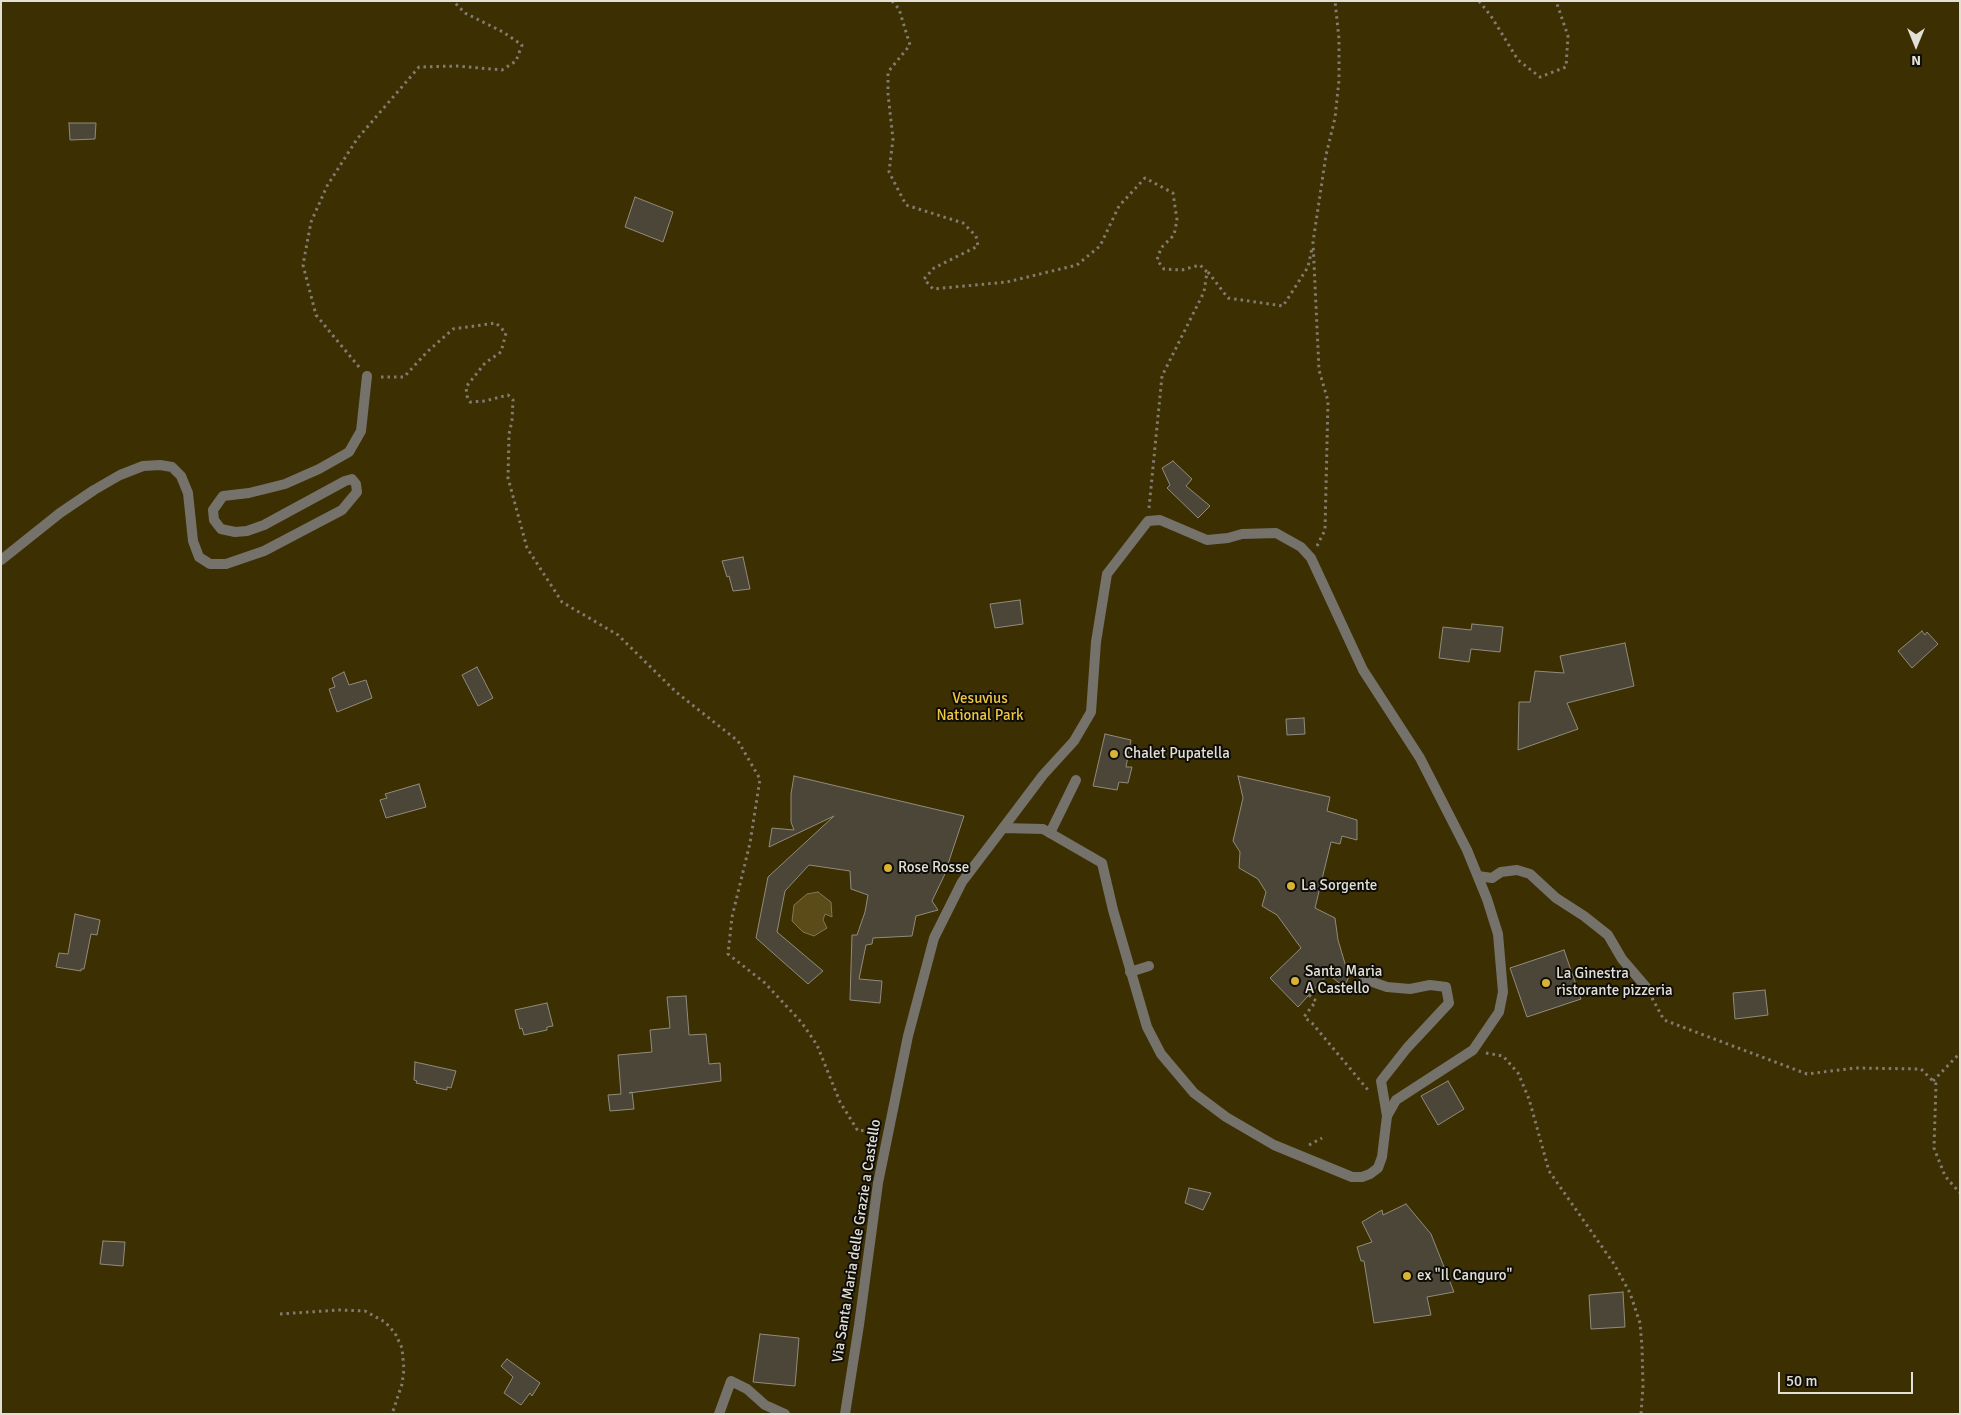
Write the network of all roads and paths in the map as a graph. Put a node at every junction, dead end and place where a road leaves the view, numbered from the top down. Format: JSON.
{"nodes":[{"id":1,"x":453,"y":1,"type":"edge"},
{"id":2,"x":892,"y":1,"type":"edge"},
{"id":3,"x":1335,"y":1,"type":"edge"},
{"id":4,"x":1479,"y":1,"type":"edge"},
{"id":5,"x":1556,"y":1,"type":"edge"},
{"id":6,"x":1313,"y":242,"type":"junction"},
{"id":7,"x":1208,"y":272,"type":"junction"},
{"id":8,"x":367,"y":376,"type":"junction"},
{"id":9,"x":1148,"y":521,"type":"junction"},
{"id":10,"x":1311,"y":558,"type":"junction"},
{"id":11,"x":1,"y":560,"type":"edge"},
{"id":12,"x":1076,"y":780,"type":"dead end"},
{"id":13,"x":1003,"y":828,"type":"junction"},
{"id":14,"x":1050,"y":833,"type":"junction"},
{"id":15,"x":1478,"y":876,"type":"junction"},
{"id":16,"x":1149,"y":966,"type":"dead end"},
{"id":17,"x":1130,"y":972,"type":"junction"},
{"id":18,"x":1364,"y":979,"type":"dead end"},
{"id":19,"x":1646,"y":987,"type":"joint"},
{"id":20,"x":1309,"y":995,"type":"dead end"},
{"id":21,"x":1473,"y":1050,"type":"junction"},
{"id":22,"x":1960,"y":1053,"type":"edge"},
{"id":23,"x":1933,"y":1081,"type":"junction"},
{"id":24,"x":1372,"y":1096,"type":"dead end"},
{"id":25,"x":1387,"y":1116,"type":"junction"},
{"id":26,"x":891,"y":1117,"type":"junction"},
{"id":27,"x":1322,"y":1138,"type":"dead end"},
{"id":28,"x":1304,"y":1147,"type":"dead end"},
{"id":29,"x":1960,"y":1194,"type":"edge"},
{"id":30,"x":280,"y":1314,"type":"dead end"},
{"id":31,"x":392,"y":1414,"type":"edge"},
{"id":32,"x":719,"y":1414,"type":"edge"},
{"id":33,"x":786,"y":1414,"type":"edge"},
{"id":34,"x":845,"y":1414,"type":"edge"},
{"id":35,"x":1641,"y":1414,"type":"edge"}],
"edges":[{"from":1,"to":8,"type":"path"},
{"from":2,"to":7,"type":"path"},
{"from":3,"to":6,"type":"path"},
{"from":4,"to":5,"type":"path"},
{"from":6,"to":7,"type":"path"},
{"from":6,"to":10,"type":"path"},
{"from":7,"to":9,"type":"path"},
{"from":8,"to":11,"type":"street"},
{"from":8,"to":26,"type":"path"},
{"from":9,"to":10,"type":"street"},
{"from":9,"to":13,"type":"street","name":"Via Santa Maria delle Grazie a Castello"},
{"from":10,"to":15,"type":"street"},
{"from":12,"to":14,"type":"street"},
{"from":13,"to":14,"type":"street"},
{"from":13,"to":26,"type":"street","name":"Via Santa Maria delle Grazie a Castello"},
{"from":14,"to":17,"type":"street"},
{"from":15,"to":19,"type":"street"},
{"from":15,"to":21,"type":"street"},
{"from":16,"to":17,"type":"street"},
{"from":17,"to":25,"type":"street"},
{"from":18,"to":25,"type":"street"},
{"from":19,"to":23,"type":"path"},
{"from":20,"to":24,"type":"path"},
{"from":21,"to":25,"type":"street"},
{"from":21,"to":35,"type":"path"},
{"from":22,"to":23,"type":"path"},
{"from":23,"to":29,"type":"path"},
{"from":26,"to":34,"type":"street","name":"Via Santa Maria delle Grazie a Castello"},
{"from":27,"to":28,"type":"path"},
{"from":30,"to":31,"type":"path"},
{"from":32,"to":33,"type":"street"}]}
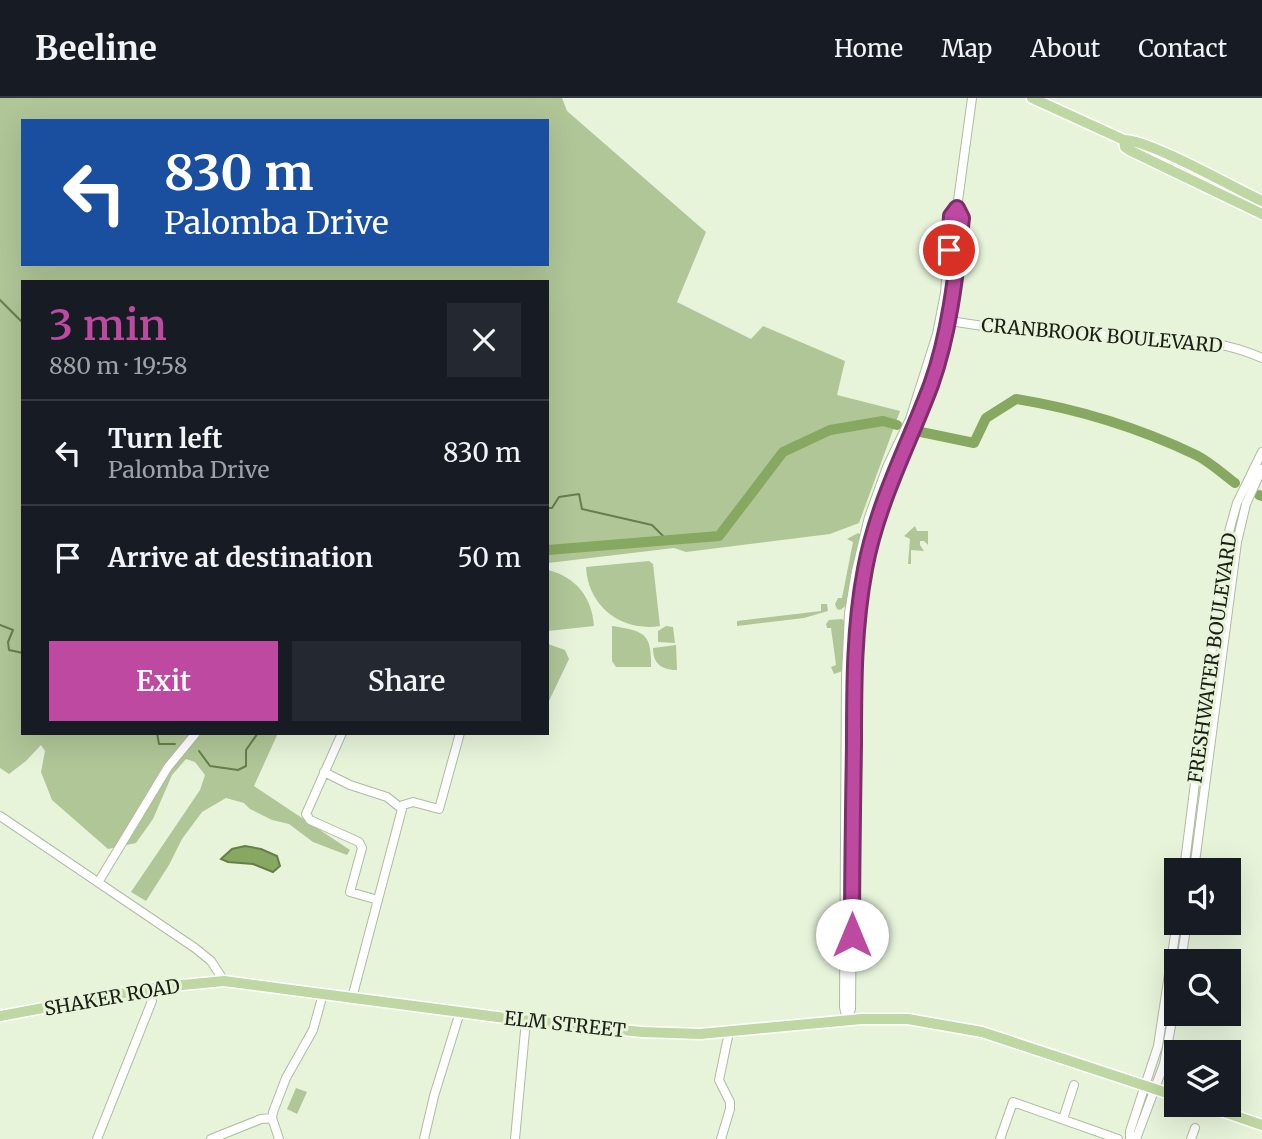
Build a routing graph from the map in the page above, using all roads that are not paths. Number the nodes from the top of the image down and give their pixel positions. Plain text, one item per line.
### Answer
1 (972, 98) edge
2 (1032, 98) edge
3 (1124, 140) junction
4 (1190, 179) junction
5 (1216, 179) junction
6 (1262, 201) edge
7 (1262, 214) edge
8 (944, 320) junction
9 (1262, 358) edge
10 (1262, 452) edge
11 (1262, 469) edge
12 (1217, 610) junction
13 (1227, 611) junction
14 (853, 613) junction
15 (194, 735) edge
16 (341, 735) edge
17 (459, 735) edge
18 (854, 735) junction
19 (846, 741) junction
20 (324, 772) junction
21 (1195, 784) junction
22 (1205, 786) junction
23 (400, 806) junction
24 (0, 816) edge
25 (1186, 858) edge
26 (1196, 858) edge
27 (99, 881) junction
28 (378, 900) junction
29 (1175, 935) edge
30 (224, 981) junction
31 (151, 988) junction
32 (323, 994) junction
33 (352, 998) junction
34 (460, 1012) junction
35 (0, 1017) edge
36 (526, 1020) junction
37 (848, 1020) junction
38 (1171, 1026) edge
39 (729, 1032) junction
40 (1074, 1085) dead end
41 (1150, 1087) junction
42 (1164, 1092) edge
43 (1239, 1117) edge
44 (272, 1118) junction
45 (1063, 1119) junction
46 (1262, 1125) edge
47 (1195, 1128) dead end
48 (1095, 1135) edge
49 (97, 1139) edge
50 (211, 1139) edge
51 (279, 1139) edge
52 (424, 1139) edge
53 (515, 1139) edge
54 (721, 1139) edge
55 (1000, 1139) edge
56 (1118, 1139) edge
57 (1130, 1139) edge
58 (1136, 1139) edge
59 (1191, 1139) edge

1 - 8 street
2 - 3 main road
3 - 4 main road
3 - 5 main road
4 - 5 main road
4 - 7 main road
5 - 6 main road
8 - 9 street, CRANBROOK BOULEVARD
8 - 14 street
10 - 12 street, FRESHWATER BOULEVARD
11 - 13 street, FRESHWATER BOULEVARD
12 - 13 street
12 - 21 street, FRESHWATER BOULEVARD
13 - 22 street, FRESHWATER BOULEVARD
14 - 18 street
14 - 19 street
15 - 27 street
16 - 20 street
17 - 23 street
18 - 19 street
18 - 37 street
19 - 37 street
20 - 23 street
20 - 28 street
21 - 22 street
21 - 25 street, FRESHWATER BOULEVARD
22 - 26 street, FRESHWATER BOULEVARD
23 - 28 street
24 - 27 street
27 - 30 street
28 - 33 street
29 - 41 street
30 - 31 main road, SHAKER ROAD
30 - 32 main road, ELM STREET
31 - 35 main road, SHAKER ROAD
31 - 49 street
32 - 33 main road, ELM STREET
32 - 44 street
33 - 34 main road, ELM STREET
34 - 36 main road, ELM STREET
34 - 52 street
36 - 39 main road, ELM STREET
36 - 53 street
37 - 39 main road, ELM STREET
37 - 41 main road, ELM STREET
38 - 41 street
39 - 54 street
40 - 45 street
41 - 42 main road, ELM STREET
41 - 57 street
41 - 58 street
43 - 46 main road
44 - 50 street
44 - 51 street
45 - 48 street
45 - 55 street
47 - 59 street
48 - 56 street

○ ○ ○ ○ ○ ○ ○

- [How to complete this task]
Output everything in the records above word for word, but not the pictures.

- [Task solution]
Write the network of all roads and paths in the map as a graph. Put a node at every junction, dead end and place where a road leaves the view, numbered from the top down. Format: JSON.
{"nodes":[{"id":1,"x":453,"y":1,"type":"edge"},
{"id":2,"x":892,"y":1,"type":"edge"},
{"id":3,"x":1335,"y":1,"type":"edge"},
{"id":4,"x":1479,"y":1,"type":"edge"},
{"id":5,"x":1556,"y":1,"type":"edge"},
{"id":6,"x":1313,"y":242,"type":"junction"},
{"id":7,"x":1208,"y":272,"type":"junction"},
{"id":8,"x":367,"y":376,"type":"junction"},
{"id":9,"x":1148,"y":521,"type":"junction"},
{"id":10,"x":1311,"y":558,"type":"junction"},
{"id":11,"x":1,"y":560,"type":"edge"},
{"id":12,"x":1076,"y":780,"type":"dead end"},
{"id":13,"x":1003,"y":828,"type":"junction"},
{"id":14,"x":1050,"y":833,"type":"junction"},
{"id":15,"x":1478,"y":876,"type":"junction"},
{"id":16,"x":1149,"y":966,"type":"dead end"},
{"id":17,"x":1130,"y":972,"type":"junction"},
{"id":18,"x":1364,"y":979,"type":"dead end"},
{"id":19,"x":1646,"y":987,"type":"joint"},
{"id":20,"x":1309,"y":995,"type":"dead end"},
{"id":21,"x":1473,"y":1050,"type":"junction"},
{"id":22,"x":1960,"y":1053,"type":"edge"},
{"id":23,"x":1933,"y":1081,"type":"junction"},
{"id":24,"x":1372,"y":1096,"type":"dead end"},
{"id":25,"x":1387,"y":1116,"type":"junction"},
{"id":26,"x":891,"y":1117,"type":"junction"},
{"id":27,"x":1322,"y":1138,"type":"dead end"},
{"id":28,"x":1304,"y":1147,"type":"dead end"},
{"id":29,"x":1960,"y":1194,"type":"edge"},
{"id":30,"x":280,"y":1314,"type":"dead end"},
{"id":31,"x":392,"y":1414,"type":"edge"},
{"id":32,"x":719,"y":1414,"type":"edge"},
{"id":33,"x":786,"y":1414,"type":"edge"},
{"id":34,"x":845,"y":1414,"type":"edge"},
{"id":35,"x":1641,"y":1414,"type":"edge"}],
"edges":[{"from":1,"to":8,"type":"path"},
{"from":2,"to":7,"type":"path"},
{"from":3,"to":6,"type":"path"},
{"from":4,"to":5,"type":"path"},
{"from":6,"to":7,"type":"path"},
{"from":6,"to":10,"type":"path"},
{"from":7,"to":9,"type":"path"},
{"from":8,"to":11,"type":"street"},
{"from":8,"to":26,"type":"path"},
{"from":9,"to":10,"type":"street"},
{"from":9,"to":13,"type":"street","name":"Via Santa Maria delle Grazie a Castello"},
{"from":10,"to":15,"type":"street"},
{"from":12,"to":14,"type":"street"},
{"from":13,"to":14,"type":"street"},
{"from":13,"to":26,"type":"street","name":"Via Santa Maria delle Grazie a Castello"},
{"from":14,"to":17,"type":"street"},
{"from":15,"to":19,"type":"street"},
{"from":15,"to":21,"type":"street"},
{"from":16,"to":17,"type":"street"},
{"from":17,"to":25,"type":"street"},
{"from":18,"to":25,"type":"street"},
{"from":19,"to":23,"type":"path"},
{"from":20,"to":24,"type":"path"},
{"from":21,"to":25,"type":"street"},
{"from":21,"to":35,"type":"path"},
{"from":22,"to":23,"type":"path"},
{"from":23,"to":29,"type":"path"},
{"from":26,"to":34,"type":"street","name":"Via Santa Maria delle Grazie a Castello"},
{"from":27,"to":28,"type":"path"},
{"from":30,"to":31,"type":"path"},
{"from":32,"to":33,"type":"street"}]}
Build a routing graph from the map in the page above, using all roads that are not paths. Number the nodes from the top of the image down and give their pixel positions. Plain text, one item per line.
### Answer
1 (972, 98) edge
2 (1032, 98) edge
3 (1124, 140) junction
4 (1190, 179) junction
5 (1216, 179) junction
6 (1262, 201) edge
7 (1262, 214) edge
8 (944, 320) junction
9 (1262, 358) edge
10 (1262, 452) edge
11 (1262, 469) edge
12 (1217, 610) junction
13 (1227, 611) junction
14 (853, 613) junction
15 (194, 735) edge
16 (341, 735) edge
17 (459, 735) edge
18 (854, 735) junction
19 (846, 741) junction
20 (324, 772) junction
21 (1195, 784) junction
22 (1205, 786) junction
23 (400, 806) junction
24 (0, 816) edge
25 (1186, 858) edge
26 (1196, 858) edge
27 (99, 881) junction
28 (378, 900) junction
29 (1175, 935) edge
30 (224, 981) junction
31 (151, 988) junction
32 (323, 994) junction
33 (352, 998) junction
34 (460, 1012) junction
35 (0, 1017) edge
36 (526, 1020) junction
37 (848, 1020) junction
38 (1171, 1026) edge
39 (729, 1032) junction
40 (1074, 1085) dead end
41 (1150, 1087) junction
42 (1164, 1092) edge
43 (1239, 1117) edge
44 (272, 1118) junction
45 (1063, 1119) junction
46 (1262, 1125) edge
47 (1195, 1128) dead end
48 (1095, 1135) edge
49 (97, 1139) edge
50 (211, 1139) edge
51 (279, 1139) edge
52 (424, 1139) edge
53 (515, 1139) edge
54 (721, 1139) edge
55 (1000, 1139) edge
56 (1118, 1139) edge
57 (1130, 1139) edge
58 (1136, 1139) edge
59 (1191, 1139) edge

1 - 8 street
2 - 3 main road
3 - 4 main road
3 - 5 main road
4 - 5 main road
4 - 7 main road
5 - 6 main road
8 - 9 street, CRANBROOK BOULEVARD
8 - 14 street
10 - 12 street, FRESHWATER BOULEVARD
11 - 13 street, FRESHWATER BOULEVARD
12 - 13 street
12 - 21 street, FRESHWATER BOULEVARD
13 - 22 street, FRESHWATER BOULEVARD
14 - 18 street
14 - 19 street
15 - 27 street
16 - 20 street
17 - 23 street
18 - 19 street
18 - 37 street
19 - 37 street
20 - 23 street
20 - 28 street
21 - 22 street
21 - 25 street, FRESHWATER BOULEVARD
22 - 26 street, FRESHWATER BOULEVARD
23 - 28 street
24 - 27 street
27 - 30 street
28 - 33 street
29 - 41 street
30 - 31 main road, SHAKER ROAD
30 - 32 main road, ELM STREET
31 - 35 main road, SHAKER ROAD
31 - 49 street
32 - 33 main road, ELM STREET
32 - 44 street
33 - 34 main road, ELM STREET
34 - 36 main road, ELM STREET
34 - 52 street
36 - 39 main road, ELM STREET
36 - 53 street
37 - 39 main road, ELM STREET
37 - 41 main road, ELM STREET
38 - 41 street
39 - 54 street
40 - 45 street
41 - 42 main road, ELM STREET
41 - 57 street
41 - 58 street
43 - 46 main road
44 - 50 street
44 - 51 street
45 - 48 street
45 - 55 street
47 - 59 street
48 - 56 street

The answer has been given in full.